▶ **Data provided**:
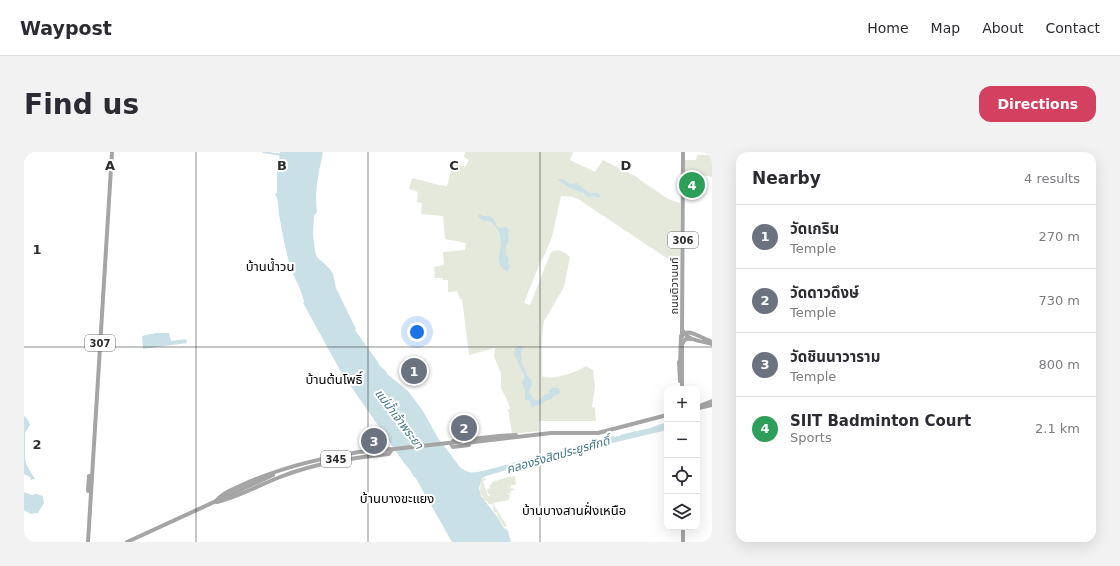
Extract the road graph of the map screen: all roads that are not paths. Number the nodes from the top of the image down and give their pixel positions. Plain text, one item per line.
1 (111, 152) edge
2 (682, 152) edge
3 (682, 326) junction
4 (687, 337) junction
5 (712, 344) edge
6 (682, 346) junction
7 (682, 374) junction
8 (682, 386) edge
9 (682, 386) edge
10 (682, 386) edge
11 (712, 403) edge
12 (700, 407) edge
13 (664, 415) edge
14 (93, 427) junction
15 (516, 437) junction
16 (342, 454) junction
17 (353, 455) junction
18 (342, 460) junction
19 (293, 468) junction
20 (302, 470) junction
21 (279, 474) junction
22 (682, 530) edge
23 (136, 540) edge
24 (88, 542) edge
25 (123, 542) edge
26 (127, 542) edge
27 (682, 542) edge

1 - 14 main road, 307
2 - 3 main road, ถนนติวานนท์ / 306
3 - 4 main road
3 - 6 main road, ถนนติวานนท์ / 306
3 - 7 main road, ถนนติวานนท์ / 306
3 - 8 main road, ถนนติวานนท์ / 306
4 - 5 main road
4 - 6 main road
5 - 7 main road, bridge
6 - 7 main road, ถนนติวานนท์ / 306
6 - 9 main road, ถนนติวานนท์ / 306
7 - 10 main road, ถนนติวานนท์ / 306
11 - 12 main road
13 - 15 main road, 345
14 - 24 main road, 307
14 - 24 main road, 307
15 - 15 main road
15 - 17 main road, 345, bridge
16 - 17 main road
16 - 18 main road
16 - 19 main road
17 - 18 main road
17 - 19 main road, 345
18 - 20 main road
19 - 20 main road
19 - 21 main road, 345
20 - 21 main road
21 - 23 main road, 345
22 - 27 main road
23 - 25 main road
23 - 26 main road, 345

▶ **Exercise prompt**: Copy out all the data exactly, skipping the pictures.

▶ **Answer below**:
Extract the road graph of the map screen: all roads that are not paths. Number the nodes from the top of the image down and give their pixel positions. Plain text, one item per line.
1 (111, 152) edge
2 (682, 152) edge
3 (682, 326) junction
4 (687, 337) junction
5 (712, 344) edge
6 (682, 346) junction
7 (682, 374) junction
8 (682, 386) edge
9 (682, 386) edge
10 (682, 386) edge
11 (712, 403) edge
12 (700, 407) edge
13 (664, 415) edge
14 (93, 427) junction
15 (516, 437) junction
16 (342, 454) junction
17 (353, 455) junction
18 (342, 460) junction
19 (293, 468) junction
20 (302, 470) junction
21 (279, 474) junction
22 (682, 530) edge
23 (136, 540) edge
24 (88, 542) edge
25 (123, 542) edge
26 (127, 542) edge
27 (682, 542) edge

1 - 14 main road, 307
2 - 3 main road, ถนนติวานนท์ / 306
3 - 4 main road
3 - 6 main road, ถนนติวานนท์ / 306
3 - 7 main road, ถนนติวานนท์ / 306
3 - 8 main road, ถนนติวานนท์ / 306
4 - 5 main road
4 - 6 main road
5 - 7 main road, bridge
6 - 7 main road, ถนนติวานนท์ / 306
6 - 9 main road, ถนนติวานนท์ / 306
7 - 10 main road, ถนนติวานนท์ / 306
11 - 12 main road
13 - 15 main road, 345
14 - 24 main road, 307
14 - 24 main road, 307
15 - 15 main road
15 - 17 main road, 345, bridge
16 - 17 main road
16 - 18 main road
16 - 19 main road
17 - 18 main road
17 - 19 main road, 345
18 - 20 main road
19 - 20 main road
19 - 21 main road, 345
20 - 21 main road
21 - 23 main road, 345
22 - 27 main road
23 - 25 main road
23 - 26 main road, 345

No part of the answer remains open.